Background: Little is known about stopping rules of nucelos(t)ide analog (NA) treatment for chronic hepatitis B (CHB).
Methods: A total of 113 consecutive patients with CHB (45 HBeAg-positive and 68 HBeAg-negative CHB patients), who met the cessation criteria of NA treatment as per the Asian-Pacific Association for the Study of the Liver (APASL) guideline, were enrolled in this prospective cohort study. The primary endpoint was to evaluate virological relapse (VR) rate within 1 year, which was defined as reappearance of hepatitis B virus (HBV)-DNA > 2000 IU/mL after cessation of NA treatment. In this cohort, entecavir was used in 81 (71.7 %) and lamivudine in 32 (28.3 %) patients.

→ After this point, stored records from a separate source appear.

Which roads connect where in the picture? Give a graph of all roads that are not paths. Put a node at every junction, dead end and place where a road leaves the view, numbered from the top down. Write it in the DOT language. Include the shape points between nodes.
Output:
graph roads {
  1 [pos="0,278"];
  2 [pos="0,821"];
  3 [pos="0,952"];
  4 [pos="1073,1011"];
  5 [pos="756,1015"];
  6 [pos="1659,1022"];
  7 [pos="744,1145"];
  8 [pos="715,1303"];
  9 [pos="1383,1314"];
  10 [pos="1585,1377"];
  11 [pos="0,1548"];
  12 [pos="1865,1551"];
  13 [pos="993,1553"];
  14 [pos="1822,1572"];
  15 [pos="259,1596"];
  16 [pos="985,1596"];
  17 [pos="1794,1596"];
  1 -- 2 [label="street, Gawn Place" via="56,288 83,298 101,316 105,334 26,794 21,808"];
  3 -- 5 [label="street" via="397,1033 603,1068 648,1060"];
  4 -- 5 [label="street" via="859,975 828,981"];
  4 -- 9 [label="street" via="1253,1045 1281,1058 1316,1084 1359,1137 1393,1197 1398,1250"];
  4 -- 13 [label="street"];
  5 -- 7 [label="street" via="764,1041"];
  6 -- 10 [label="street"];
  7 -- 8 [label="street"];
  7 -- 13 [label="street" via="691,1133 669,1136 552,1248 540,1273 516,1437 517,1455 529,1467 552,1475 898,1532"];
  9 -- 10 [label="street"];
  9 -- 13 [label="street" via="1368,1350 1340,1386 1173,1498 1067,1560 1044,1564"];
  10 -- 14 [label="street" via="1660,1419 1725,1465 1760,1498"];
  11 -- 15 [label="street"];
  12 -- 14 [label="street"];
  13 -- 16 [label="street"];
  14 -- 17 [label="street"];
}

Results: Within 1 year after NA treatment, VR occurred in 26 (57.8 %) HBeAg-positive patients and in 37 (54.4 %) HBeAg-negative patients. In univariate and subsequent multivariate analysis, age > 40 years [odds ratio (OR) 10.959; 95 % confidence interval (CI) 2.211-54.320; P = 0.003) and a pre-treatment HBV DNA level >2000,000 IU/mL (OR 9.285; 95 % CI 1.545-55.795; P = 0.036) were identified as independent risk factors for VR in HBeAg-positive patients, and age > 40 years (OR 6.690; 95 % CI 1.314-34.057; P = 0.022) and an end-of-treatment HBcrAg level >3.7 log IU/mL (OR 3.751; 95 % CI 1.187-11.856; P = 0.024) were identified in HBeAg-negative patients. During follow up, neither hepatic decompensation nor hepatocellular carcinoma (HCC) occurred, and HBV DNA suppression was achieved in all patients who received antiviral re-treatment.
Conclusion: Our data suggested that the APASL stopping rule could be applied if a candidate was properly selected using individual risk factors. However, regular monitoring should be performed after cessation of NA treatment and long-term outcomes need to be evaluated further.
Keywords: Antiviral treatment; Chronic hepatitis B; Durability; Nucleos(t)ide analogue; Relapse.